The consumption of electricity varies over the day and the year, depending on the temperature and activity of business and household. Normally, the consumption of electricity is lowest at night and highest in the morning and afternoon. The high proportion of electricity for space heating in households and commercial buildings means that the consumption of electricity is highest in winter. This leads to the tops in the electricity consumption usually occurs in the morning on cold winter days. These traits of electricity consumption are illustrated in the figures below.

Electricity consumption over the year

Electricity consumption over the year

Electricity consumption in a single moment is called power consumption.

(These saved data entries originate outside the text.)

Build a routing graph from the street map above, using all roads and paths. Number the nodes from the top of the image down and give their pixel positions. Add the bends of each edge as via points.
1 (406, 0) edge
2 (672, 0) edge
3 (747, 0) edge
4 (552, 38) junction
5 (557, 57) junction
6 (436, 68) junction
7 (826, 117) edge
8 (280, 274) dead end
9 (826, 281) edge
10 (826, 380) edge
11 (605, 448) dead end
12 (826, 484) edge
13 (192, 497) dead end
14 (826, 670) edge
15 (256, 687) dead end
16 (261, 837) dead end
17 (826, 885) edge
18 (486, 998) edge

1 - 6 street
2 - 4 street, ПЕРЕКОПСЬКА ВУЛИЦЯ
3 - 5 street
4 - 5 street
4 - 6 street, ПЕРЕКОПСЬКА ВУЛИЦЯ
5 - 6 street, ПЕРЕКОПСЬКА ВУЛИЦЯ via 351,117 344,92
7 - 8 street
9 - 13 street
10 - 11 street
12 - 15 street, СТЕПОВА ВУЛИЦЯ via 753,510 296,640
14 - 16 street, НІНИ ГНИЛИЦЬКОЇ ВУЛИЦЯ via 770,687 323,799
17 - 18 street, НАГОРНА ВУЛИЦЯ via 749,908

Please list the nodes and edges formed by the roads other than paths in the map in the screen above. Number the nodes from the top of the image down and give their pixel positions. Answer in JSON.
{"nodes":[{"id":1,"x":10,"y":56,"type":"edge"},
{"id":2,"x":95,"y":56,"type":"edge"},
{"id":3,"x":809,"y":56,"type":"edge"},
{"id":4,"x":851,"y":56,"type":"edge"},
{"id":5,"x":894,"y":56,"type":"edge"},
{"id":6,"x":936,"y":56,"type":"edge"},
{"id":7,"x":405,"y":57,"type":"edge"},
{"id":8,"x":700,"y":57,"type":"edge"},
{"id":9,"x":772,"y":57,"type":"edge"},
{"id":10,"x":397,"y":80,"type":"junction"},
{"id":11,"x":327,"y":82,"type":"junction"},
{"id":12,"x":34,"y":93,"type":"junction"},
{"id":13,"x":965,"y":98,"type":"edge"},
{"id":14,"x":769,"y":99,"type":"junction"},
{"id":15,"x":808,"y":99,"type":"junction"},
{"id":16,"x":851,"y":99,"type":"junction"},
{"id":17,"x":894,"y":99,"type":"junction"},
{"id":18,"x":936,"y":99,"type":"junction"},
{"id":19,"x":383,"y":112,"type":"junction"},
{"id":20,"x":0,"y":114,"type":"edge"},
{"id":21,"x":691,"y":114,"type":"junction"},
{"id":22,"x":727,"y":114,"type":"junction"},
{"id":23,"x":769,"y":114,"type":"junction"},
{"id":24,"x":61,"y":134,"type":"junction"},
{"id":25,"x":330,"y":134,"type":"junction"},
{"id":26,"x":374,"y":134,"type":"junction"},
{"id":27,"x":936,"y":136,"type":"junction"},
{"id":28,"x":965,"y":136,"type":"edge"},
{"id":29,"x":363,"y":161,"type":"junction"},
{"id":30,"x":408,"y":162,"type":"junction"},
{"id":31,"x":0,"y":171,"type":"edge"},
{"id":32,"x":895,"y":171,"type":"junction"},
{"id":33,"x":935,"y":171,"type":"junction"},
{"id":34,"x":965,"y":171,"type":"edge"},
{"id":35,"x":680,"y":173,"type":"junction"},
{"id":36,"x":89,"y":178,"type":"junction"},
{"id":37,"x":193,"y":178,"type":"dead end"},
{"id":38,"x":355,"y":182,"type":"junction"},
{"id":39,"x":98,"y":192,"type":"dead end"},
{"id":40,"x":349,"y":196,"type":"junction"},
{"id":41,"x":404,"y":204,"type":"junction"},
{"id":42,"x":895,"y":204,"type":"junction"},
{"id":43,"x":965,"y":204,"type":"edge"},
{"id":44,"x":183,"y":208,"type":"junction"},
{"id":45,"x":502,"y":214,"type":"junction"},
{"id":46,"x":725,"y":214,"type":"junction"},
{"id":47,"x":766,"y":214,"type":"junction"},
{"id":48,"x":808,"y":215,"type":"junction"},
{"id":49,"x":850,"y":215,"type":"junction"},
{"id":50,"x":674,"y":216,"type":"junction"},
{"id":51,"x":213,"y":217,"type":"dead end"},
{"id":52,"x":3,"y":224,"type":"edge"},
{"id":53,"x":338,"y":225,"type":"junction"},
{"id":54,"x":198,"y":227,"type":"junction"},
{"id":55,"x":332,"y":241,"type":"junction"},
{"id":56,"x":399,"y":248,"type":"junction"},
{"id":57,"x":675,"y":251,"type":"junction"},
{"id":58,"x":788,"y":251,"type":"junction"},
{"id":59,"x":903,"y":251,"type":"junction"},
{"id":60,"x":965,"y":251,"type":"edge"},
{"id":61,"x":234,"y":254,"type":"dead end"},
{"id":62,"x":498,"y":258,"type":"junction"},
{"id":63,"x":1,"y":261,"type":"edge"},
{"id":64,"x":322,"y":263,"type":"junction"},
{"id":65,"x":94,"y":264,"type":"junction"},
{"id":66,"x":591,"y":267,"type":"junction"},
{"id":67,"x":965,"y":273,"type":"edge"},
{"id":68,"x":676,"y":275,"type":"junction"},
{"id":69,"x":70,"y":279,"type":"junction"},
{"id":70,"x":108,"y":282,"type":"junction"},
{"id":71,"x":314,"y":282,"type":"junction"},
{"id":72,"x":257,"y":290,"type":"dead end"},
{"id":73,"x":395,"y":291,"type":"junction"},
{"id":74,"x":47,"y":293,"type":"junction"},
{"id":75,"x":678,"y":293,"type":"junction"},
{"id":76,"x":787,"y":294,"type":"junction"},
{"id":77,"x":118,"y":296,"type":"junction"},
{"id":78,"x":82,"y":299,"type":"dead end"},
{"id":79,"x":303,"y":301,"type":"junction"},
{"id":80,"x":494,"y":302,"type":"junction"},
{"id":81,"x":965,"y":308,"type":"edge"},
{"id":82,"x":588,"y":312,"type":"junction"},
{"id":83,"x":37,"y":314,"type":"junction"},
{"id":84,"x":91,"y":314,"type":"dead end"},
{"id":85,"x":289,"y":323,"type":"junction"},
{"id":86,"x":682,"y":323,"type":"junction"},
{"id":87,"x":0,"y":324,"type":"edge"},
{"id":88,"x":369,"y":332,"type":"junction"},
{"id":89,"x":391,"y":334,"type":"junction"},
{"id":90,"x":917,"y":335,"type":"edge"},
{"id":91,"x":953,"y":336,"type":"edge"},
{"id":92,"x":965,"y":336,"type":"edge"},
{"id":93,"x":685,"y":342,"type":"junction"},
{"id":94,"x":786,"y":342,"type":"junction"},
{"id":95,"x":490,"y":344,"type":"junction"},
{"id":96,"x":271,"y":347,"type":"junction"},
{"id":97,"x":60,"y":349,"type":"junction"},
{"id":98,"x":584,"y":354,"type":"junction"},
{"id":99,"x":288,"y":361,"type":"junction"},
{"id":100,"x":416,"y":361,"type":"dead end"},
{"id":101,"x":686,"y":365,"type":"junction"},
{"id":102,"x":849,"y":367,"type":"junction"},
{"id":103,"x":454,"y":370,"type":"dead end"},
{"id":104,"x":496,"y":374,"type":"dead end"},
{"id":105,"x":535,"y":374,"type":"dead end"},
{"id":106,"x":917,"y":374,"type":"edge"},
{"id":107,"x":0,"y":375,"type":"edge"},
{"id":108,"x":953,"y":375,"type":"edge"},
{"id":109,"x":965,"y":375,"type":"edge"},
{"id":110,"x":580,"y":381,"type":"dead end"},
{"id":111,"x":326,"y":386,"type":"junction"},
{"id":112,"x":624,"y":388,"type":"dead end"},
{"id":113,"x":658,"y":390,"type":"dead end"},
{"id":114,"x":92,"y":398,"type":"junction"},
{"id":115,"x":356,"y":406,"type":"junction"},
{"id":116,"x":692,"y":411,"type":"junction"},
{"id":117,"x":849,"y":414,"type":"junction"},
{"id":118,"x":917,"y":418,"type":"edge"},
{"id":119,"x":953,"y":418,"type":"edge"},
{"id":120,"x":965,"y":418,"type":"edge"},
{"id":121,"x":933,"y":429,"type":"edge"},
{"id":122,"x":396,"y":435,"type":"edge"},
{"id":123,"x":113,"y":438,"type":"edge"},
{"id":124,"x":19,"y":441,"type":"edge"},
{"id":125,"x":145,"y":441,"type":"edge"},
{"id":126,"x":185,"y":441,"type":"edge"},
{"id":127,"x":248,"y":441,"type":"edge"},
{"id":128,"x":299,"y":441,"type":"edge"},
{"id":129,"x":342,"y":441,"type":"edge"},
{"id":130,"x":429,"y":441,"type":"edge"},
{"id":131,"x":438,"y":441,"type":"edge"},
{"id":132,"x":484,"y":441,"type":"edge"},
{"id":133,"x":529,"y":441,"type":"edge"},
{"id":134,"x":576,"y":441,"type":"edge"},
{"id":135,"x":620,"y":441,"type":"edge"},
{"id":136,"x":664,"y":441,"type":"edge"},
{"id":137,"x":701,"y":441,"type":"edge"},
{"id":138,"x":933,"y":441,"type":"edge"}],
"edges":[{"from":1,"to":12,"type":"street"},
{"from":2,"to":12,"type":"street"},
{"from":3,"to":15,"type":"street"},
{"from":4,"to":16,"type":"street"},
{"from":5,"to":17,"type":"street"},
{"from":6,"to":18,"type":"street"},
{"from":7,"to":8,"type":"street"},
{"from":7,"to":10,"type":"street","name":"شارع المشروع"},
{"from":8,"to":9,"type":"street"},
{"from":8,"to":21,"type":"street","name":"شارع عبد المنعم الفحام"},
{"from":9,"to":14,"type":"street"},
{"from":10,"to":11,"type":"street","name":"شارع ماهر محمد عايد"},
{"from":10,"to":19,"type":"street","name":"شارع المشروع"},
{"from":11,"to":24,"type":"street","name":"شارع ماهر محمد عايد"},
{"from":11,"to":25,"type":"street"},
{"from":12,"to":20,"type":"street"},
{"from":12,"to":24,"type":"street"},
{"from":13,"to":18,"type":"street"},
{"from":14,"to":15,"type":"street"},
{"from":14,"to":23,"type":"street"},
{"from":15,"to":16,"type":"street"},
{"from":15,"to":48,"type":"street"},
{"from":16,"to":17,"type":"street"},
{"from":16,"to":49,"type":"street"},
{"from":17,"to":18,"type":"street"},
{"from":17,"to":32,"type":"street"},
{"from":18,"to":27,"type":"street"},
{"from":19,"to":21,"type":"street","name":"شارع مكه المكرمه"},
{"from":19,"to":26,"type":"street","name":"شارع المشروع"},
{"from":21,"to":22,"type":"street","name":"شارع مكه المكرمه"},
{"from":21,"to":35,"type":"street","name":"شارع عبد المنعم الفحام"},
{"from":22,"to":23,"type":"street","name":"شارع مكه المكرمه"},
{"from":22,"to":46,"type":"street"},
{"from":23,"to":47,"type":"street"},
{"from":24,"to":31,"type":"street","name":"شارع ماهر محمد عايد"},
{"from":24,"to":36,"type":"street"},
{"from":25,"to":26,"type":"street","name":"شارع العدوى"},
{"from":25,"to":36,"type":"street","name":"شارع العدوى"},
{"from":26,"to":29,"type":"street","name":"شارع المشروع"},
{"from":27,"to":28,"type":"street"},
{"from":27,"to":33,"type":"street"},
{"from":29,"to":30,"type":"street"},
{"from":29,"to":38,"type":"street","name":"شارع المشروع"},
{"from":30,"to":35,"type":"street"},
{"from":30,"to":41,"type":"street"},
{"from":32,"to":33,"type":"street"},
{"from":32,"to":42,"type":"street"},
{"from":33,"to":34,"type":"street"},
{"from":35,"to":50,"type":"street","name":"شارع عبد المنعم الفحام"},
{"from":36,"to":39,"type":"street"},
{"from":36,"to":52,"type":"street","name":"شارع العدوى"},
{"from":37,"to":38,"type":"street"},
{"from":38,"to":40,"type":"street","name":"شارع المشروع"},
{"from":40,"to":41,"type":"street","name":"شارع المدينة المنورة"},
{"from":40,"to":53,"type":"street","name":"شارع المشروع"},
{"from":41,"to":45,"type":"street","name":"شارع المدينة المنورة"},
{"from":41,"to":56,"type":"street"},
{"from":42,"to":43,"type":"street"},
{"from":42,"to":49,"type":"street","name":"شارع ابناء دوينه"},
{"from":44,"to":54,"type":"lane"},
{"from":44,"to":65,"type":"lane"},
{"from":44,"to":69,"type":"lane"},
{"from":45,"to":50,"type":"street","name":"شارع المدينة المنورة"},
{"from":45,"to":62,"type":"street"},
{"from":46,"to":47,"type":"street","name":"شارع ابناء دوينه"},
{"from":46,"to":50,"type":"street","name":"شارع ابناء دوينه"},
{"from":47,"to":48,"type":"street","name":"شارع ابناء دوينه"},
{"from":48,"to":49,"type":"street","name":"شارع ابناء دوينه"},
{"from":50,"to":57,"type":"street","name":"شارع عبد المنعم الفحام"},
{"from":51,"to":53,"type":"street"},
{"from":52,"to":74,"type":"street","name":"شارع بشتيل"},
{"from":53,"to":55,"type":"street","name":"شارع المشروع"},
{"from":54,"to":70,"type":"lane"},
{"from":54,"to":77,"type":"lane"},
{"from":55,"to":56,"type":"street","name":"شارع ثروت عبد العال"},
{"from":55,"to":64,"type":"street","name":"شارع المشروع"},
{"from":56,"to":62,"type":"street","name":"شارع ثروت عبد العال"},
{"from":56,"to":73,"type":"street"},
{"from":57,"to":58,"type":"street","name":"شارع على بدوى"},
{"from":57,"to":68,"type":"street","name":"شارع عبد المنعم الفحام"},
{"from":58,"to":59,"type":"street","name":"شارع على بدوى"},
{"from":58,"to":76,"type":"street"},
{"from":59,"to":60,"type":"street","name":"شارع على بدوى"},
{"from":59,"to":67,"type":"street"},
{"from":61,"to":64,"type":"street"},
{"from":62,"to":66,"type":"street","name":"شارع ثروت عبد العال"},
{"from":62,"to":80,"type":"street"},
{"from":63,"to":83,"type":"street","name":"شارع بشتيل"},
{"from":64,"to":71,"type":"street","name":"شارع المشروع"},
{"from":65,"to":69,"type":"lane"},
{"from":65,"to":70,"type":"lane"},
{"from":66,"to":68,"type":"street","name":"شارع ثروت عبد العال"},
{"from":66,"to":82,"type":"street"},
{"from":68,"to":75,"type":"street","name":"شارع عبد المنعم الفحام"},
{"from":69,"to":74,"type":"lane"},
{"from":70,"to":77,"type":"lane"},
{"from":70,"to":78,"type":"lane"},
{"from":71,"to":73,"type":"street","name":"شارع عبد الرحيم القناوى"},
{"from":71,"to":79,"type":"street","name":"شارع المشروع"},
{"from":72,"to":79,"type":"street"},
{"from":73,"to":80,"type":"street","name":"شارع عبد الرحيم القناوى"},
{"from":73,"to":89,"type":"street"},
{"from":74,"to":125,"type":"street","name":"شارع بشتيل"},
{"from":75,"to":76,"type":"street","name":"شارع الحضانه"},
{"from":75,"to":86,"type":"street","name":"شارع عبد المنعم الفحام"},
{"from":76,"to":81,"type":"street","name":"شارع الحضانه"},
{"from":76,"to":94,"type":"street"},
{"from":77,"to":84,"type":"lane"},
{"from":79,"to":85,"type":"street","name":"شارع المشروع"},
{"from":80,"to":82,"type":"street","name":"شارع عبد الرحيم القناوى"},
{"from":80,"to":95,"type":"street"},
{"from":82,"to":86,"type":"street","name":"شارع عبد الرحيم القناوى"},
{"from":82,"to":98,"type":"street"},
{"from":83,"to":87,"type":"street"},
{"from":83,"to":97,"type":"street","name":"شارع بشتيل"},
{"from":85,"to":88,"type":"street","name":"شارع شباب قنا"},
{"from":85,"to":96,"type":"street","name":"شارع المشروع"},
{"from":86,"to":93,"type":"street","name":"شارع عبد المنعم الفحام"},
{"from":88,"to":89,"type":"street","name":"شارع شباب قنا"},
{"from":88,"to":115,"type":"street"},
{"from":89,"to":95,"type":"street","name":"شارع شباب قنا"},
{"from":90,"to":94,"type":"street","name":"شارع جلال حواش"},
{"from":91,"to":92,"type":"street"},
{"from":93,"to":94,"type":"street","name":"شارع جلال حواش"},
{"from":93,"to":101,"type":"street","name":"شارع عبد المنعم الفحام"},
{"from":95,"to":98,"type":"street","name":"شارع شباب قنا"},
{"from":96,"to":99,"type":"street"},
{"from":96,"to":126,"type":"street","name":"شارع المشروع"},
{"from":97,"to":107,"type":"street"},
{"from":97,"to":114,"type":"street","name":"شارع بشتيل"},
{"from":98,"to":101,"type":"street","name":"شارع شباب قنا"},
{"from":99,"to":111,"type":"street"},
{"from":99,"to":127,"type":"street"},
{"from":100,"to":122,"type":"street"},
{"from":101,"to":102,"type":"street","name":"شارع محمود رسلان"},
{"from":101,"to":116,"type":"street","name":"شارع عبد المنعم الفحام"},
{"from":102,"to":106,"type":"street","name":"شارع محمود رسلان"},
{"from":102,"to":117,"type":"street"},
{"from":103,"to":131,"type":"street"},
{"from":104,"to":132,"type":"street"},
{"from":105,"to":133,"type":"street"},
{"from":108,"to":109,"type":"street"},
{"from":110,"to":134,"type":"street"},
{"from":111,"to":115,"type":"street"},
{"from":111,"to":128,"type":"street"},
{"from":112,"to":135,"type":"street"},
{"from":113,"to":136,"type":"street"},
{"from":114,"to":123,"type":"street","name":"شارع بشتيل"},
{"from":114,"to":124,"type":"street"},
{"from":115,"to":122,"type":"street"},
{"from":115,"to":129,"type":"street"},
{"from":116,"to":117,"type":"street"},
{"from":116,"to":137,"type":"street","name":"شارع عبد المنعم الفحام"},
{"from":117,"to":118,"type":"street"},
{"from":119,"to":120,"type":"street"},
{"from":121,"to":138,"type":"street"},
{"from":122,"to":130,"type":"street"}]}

Since 1990, power consumption has grown faster than annual electricity consumption, as shown in the figure below. This development may come from several power-consuming devices. Previous record of average power consumption over one hour was measured on January 21, 2016 from eight to nine in the morning. During this hour, electricity consumption was 24.49 GWh.

Development in max effect an annual electricity consumption

Development in max effect an annual electricity consumption

Electricity  consumption over the day a cold winter day

Electricity consumption over the day a cold winter day

Starting more power-consuming appliances in households and electrification of the transport sector can cause power consumption to continue to grow faster than annual electricity consumption in the future. Better buildings with lower heating requirements and relocation of consumption, such as charging electric cars, at the time of day with lower overall power consumption will dampen such a development. This is beneficial for the power grid, which is dimensioned in relation to power consumption. The figure below illustrates a possible development in maximum power output and shows that it is highly uncertain about future Developments.